Groundscapes is presented in six digital montage images produced by Parisian office Dominique Perrault Architects. Made with a publication of the same name in 2016, they suggest that the ground and the subterranean levels below parking infrastructures, mechanical spaces, and civic infrastructures have been previously overlooked by architects as an engineered landscape. Groundscapes presents fictions that reimagine—through subtle design insertions, incisions, and graftings—the relationship of the ground and below with existing iconic buildings. Using sites such as the Arc de Triomphe de l’Étoile and removing the ground beneath, in favor of a glass ceilings and new public amenities, overturns the stable relationship between monuments and their contexts. Alongside built monuments, the montages call on significant, unrealized schemes like Le Corbusier’s Plan Voisin grid of cruciform towers. Perrault’s montage suggests that by adjusting the vertical dimension of park and tower one changes the original scheme around city vistas and the dilemmas of developing upward. The montage technique, with blue monochromatic coloring of the context, recalls the types of inky finishes of the architectural blueprint; the new thickened ground that is produced out of the splicing of two images together recalls the types of popular explanatory diagrams that cut away building walls to reveal the goings-on beneath. In DPA’s fictions we see the potentials of a space that might exist beneath the stone foundations of the city.

BIO

The French architect and urban planner, Dominique Perrault, is a professor and director of the Underground Architecture Laboratory (SUB) at the Ecole Polytechnique Fédérale de Lausanne in Switzerland. Along with the Bibliothèque nationale de France, his main projects to date include the Olympic Velodrome and Swimming Pool in Berlin, the extension of the Court of Justice of the European Union in Luxembourg, the Olympic Tennis Stadium in Madrid, the EWHA Woman’s University in Seoul and the Fukoku Tower in Osaka.

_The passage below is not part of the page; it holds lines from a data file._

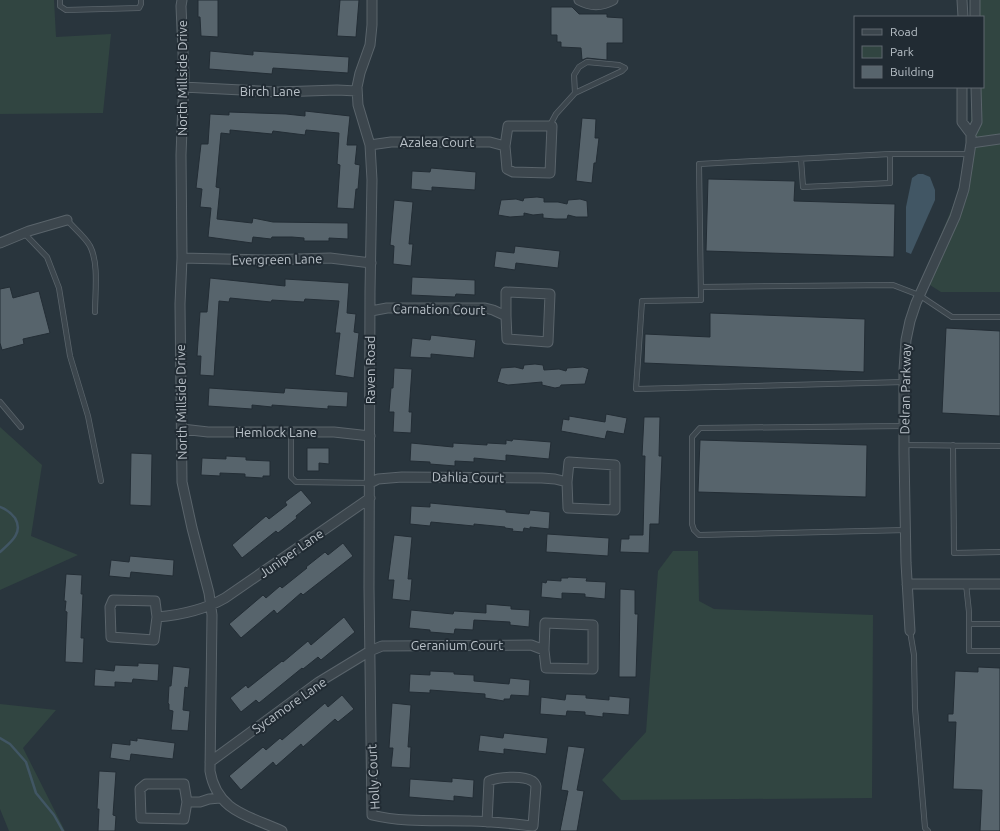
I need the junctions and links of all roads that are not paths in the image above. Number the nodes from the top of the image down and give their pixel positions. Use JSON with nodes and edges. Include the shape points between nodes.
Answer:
{"nodes":[{"id":1,"x":60,"y":0,"type":"edge"},
{"id":2,"x":141,"y":0,"type":"edge"},
{"id":3,"x":182,"y":0,"type":"edge"},
{"id":4,"x":372,"y":0,"type":"edge"},
{"id":5,"x":579,"y":0,"type":"edge"},
{"id":6,"x":613,"y":0,"type":"edge"},
{"id":7,"x":962,"y":0,"type":"edge"},
{"id":8,"x":975,"y":0,"type":"edge"},
{"id":9,"x":963,"y":16,"type":"edge"},
{"id":10,"x":976,"y":16,"type":"edge"},
{"id":11,"x":183,"y":87,"type":"junction"},
{"id":12,"x":962,"y":88,"type":"edge"},
{"id":13,"x":976,"y":88,"type":"edge"},
{"id":14,"x":357,"y":91,"type":"junction"},
{"id":15,"x":575,"y":93,"type":"junction"},
{"id":16,"x":549,"y":127,"type":"junction"},
{"id":17,"x":971,"y":138,"type":"junction"},
{"id":18,"x":1000,"y":139,"type":"edge"},
{"id":19,"x":370,"y":144,"type":"junction"},
{"id":20,"x":505,"y":146,"type":"junction"},
{"id":21,"x":890,"y":154,"type":"junction"},
{"id":22,"x":970,"y":154,"type":"junction"},
{"id":23,"x":801,"y":159,"type":"junction"},
{"id":24,"x":67,"y":220,"type":"joint"},
{"id":25,"x":24,"y":233,"type":"junction"},
{"id":26,"x":0,"y":243,"type":"edge"},
{"id":27,"x":182,"y":258,"type":"junction"},
{"id":28,"x":371,"y":263,"type":"junction"},
{"id":29,"x":701,"y":287,"type":"junction"},
{"id":30,"x":919,"y":295,"type":"junction"},
{"id":31,"x":371,"y":311,"type":"junction"},
{"id":32,"x":95,"y":312,"type":"dead end"},
{"id":33,"x":506,"y":316,"type":"junction"},
{"id":34,"x":1000,"y":317,"type":"edge"},
{"id":35,"x":904,"y":382,"type":"junction"},
{"id":36,"x":0,"y":402,"type":"edge"},
{"id":37,"x":904,"y":426,"type":"junction"},
{"id":38,"x":21,"y":427,"type":"dead end"},
{"id":39,"x":182,"y":429,"type":"junction"},
{"id":40,"x":291,"y":432,"type":"junction"},
{"id":41,"x":370,"y":436,"type":"junction"},
{"id":42,"x":904,"y":445,"type":"junction"},
{"id":43,"x":953,"y":445,"type":"junction"},
{"id":44,"x":1000,"y":446,"type":"edge"},
{"id":45,"x":101,"y":481,"type":"dead end"},
{"id":46,"x":567,"y":482,"type":"junction"},
{"id":47,"x":370,"y":483,"type":"junction"},
{"id":48,"x":370,"y":498,"type":"junction"},
{"id":49,"x":906,"y":530,"type":"junction"},
{"id":50,"x":1000,"y":552,"type":"edge"},
{"id":51,"x":907,"y":584,"type":"junction"},
{"id":52,"x":966,"y":584,"type":"junction"},
{"id":53,"x":1000,"y":584,"type":"edge"},
{"id":54,"x":211,"y":606,"type":"junction"},
{"id":55,"x":157,"y":617,"type":"junction"},
{"id":56,"x":970,"y":624,"type":"junction"},
{"id":57,"x":1000,"y":624,"type":"edge"},
{"id":58,"x":910,"y":632,"type":"joint"},
{"id":59,"x":544,"y":650,"type":"junction"},
{"id":60,"x":370,"y":651,"type":"junction"},
{"id":61,"x":1000,"y":651,"type":"edge"},
{"id":62,"x":210,"y":762,"type":"junction"},
{"id":63,"x":220,"y":798,"type":"junction"},
{"id":64,"x":187,"y":802,"type":"junction"},
{"id":65,"x":487,"y":822,"type":"junction"},
{"id":66,"x":282,"y":831,"type":"edge"},
{"id":67,"x":928,"y":831,"type":"edge"}],
"edges":[{"from":1,"to":2,"type":"lane","via":[[60,6],[66,10],[138,8]]},
{"from":3,"to":11,"type":"street","name":"North Millside Drive"},
{"from":4,"to":14,"type":"street","name":"Raven Road","via":[[370,45],[360,73]]},
{"from":5,"to":6,"type":"street","via":[[592,5]]},
{"from":7,"to":9,"type":"street"},
{"from":8,"to":10,"type":"street"},
{"from":11,"to":14,"type":"street","name":"Birch Lane","via":[[278,92]]},
{"from":11,"to":27,"type":"street","name":"North Millside Drive"},
{"from":12,"to":17,"type":"street","via":[[962,122]]},
{"from":13,"to":17,"type":"street","name":"Delran Parkway","via":[[977,122]]},
{"from":14,"to":19,"type":"street","name":"Raven Road","via":[[360,113]]},
{"from":15,"to":15,"type":"lane","via":[[622,71],[625,68],[587,62],[579,67],[574,75]]},
{"from":15,"to":16,"type":"lane","via":[[556,114]]},
{"from":16,"to":20,"type":"street","via":[[508,126]]},
{"from":16,"to":20,"type":"street","via":[[552,126],[550,173],[513,172],[507,169]]},
{"from":17,"to":18,"type":"street"},
{"from":17,"to":22,"type":"street","name":"Delran Parkway"},
{"from":19,"to":20,"type":"street","name":"Azalea Court","via":[[481,142]]},
{"from":19,"to":28,"type":"street","name":"Raven Road"},
{"from":21,"to":22,"type":"lane"},
{"from":21,"to":23,"type":"lane"},
{"from":21,"to":23,"type":"lane","via":[[890,183],[803,186]]},
{"from":22,"to":30,"type":"street","name":"Delran Parkway","via":[[964,189],[955,218]]},
{"from":23,"to":29,"type":"lane","via":[[699,164]]},
{"from":24,"to":25,"type":"street"},
{"from":24,"to":32,"type":"lane","via":[[90,245],[95,269]]},
{"from":25,"to":26,"type":"street"},
{"from":25,"to":45,"type":"lane","via":[[47,257],[59,288],[70,356],[88,416]]},
{"from":27,"to":28,"type":"street","name":"Evergreen Lane","via":[[330,258]]},
{"from":27,"to":39,"type":"street","name":"North Millside Drive"},
{"from":28,"to":31,"type":"street","name":"Raven Road"},
{"from":29,"to":30,"type":"lane","via":[[893,285]]},
{"from":29,"to":35,"type":"lane","via":[[701,300],[642,301],[636,389]]},
{"from":30,"to":34,"type":"lane","via":[[952,317]]},
{"from":30,"to":35,"type":"street","name":"Delran Parkway","via":[[906,340]]},
{"from":31,"to":33,"type":"street","name":"Carnation Court","via":[[387,308],[485,308]]},
{"from":31,"to":41,"type":"street","name":"Raven Road"},
{"from":33,"to":33,"type":"street","via":[[507,339],[548,342],[550,294],[506,292]]},
{"from":35,"to":37,"type":"street","name":"Delran Parkway"},
{"from":36,"to":38,"type":"lane"},
{"from":37,"to":42,"type":"street","name":"Delran Parkway"},
{"from":37,"to":49,"type":"lane","via":[[700,428],[692,437],[692,524],[699,534]]},
{"from":39,"to":40,"type":"street","name":"Hemlock Lane","via":[[208,432]]},
{"from":39,"to":54,"type":"street","name":"North Millside Drive","via":[[183,492]]},
{"from":40,"to":41,"type":"street","name":"Hemlock Lane","via":[[334,432]]},
{"from":40,"to":47,"type":"lane","via":[[291,477],[296,482]]},
{"from":41,"to":47,"type":"street","name":"Raven Road"},
{"from":42,"to":43,"type":"lane"},
{"from":42,"to":49,"type":"street","name":"Delran Parkway"},
{"from":43,"to":44,"type":"lane"},
{"from":43,"to":50,"type":"lane","via":[[954,553]]},
{"from":46,"to":46,"type":"street","via":[[568,508],[615,510],[615,465],[569,462]]},
{"from":46,"to":47,"type":"street","name":"Dahlia Court","via":[[542,478],[422,476],[385,478]]},
{"from":47,"to":48,"type":"street","name":"Raven Road"},
{"from":48,"to":54,"type":"street","name":"Juniper Lane"},
{"from":48,"to":60,"type":"street","name":"Raven Road"},
{"from":49,"to":51,"type":"street","name":"Delran Parkway"},
{"from":51,"to":52,"type":"street"},
{"from":51,"to":58,"type":"street","name":"Delran Parkway"},
{"from":52,"to":53,"type":"street"},
{"from":52,"to":56,"type":"lane"},
{"from":54,"to":55,"type":"street","name":"Juniper Lane"},
{"from":54,"to":62,"type":"street","name":"North Millside Drive"},
{"from":55,"to":55,"type":"street","via":[[154,640],[111,636],[110,607],[113,600],[155,600]]},
{"from":56,"to":57,"type":"lane"},
{"from":56,"to":61,"type":"lane","via":[[969,651]]},
{"from":58,"to":67,"type":"lane","via":[[914,654],[915,708],[925,828]]},
{"from":59,"to":59,"type":"street","via":[[546,668],[593,669],[593,625],[545,623]]},
{"from":59,"to":60,"type":"street","name":"Geranium Court","via":[[524,645],[389,645]]},
{"from":60,"to":62,"type":"street","name":"Sycamore Lane","via":[[319,682]]},
{"from":60,"to":65,"type":"street","name":"Holly Court","via":[[372,815],[413,820]]},
{"from":62,"to":63,"type":"street","name":"North Millside Drive","via":[[212,779]]},
{"from":63,"to":64,"type":"street"},
{"from":63,"to":66,"type":"street","via":[[229,807],[244,815]]},
{"from":64,"to":64,"type":"street","via":[[184,819],[141,818],[140,789],[146,784],[184,784]]},
{"from":65,"to":65,"type":"street","name":"Holly Court","via":[[534,826],[536,786],[532,781],[523,778],[497,778],[489,781]]}]}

In recent years, Dominique Perrault inaugurated the tallest tower of Austria in Vienna, the DC Tower 1, and led various heritage rehabilitation projects, including the new public entry pavillion for the Château de Versailles. Current studies and urban research projects include the Olympic Village – Paris 2024 and the “Mission Ile de la Cité,” an urban study commissioned by the president of the French Republic that reflects upon the future of the thriving, historical center of Paris from now until 2040.

His dual approach as an architect and urbanist led to his appointment as Commissioner of the Architecture section of the French Pavilion at the Venice Biennale in 2010, on the theme “Metropolis”.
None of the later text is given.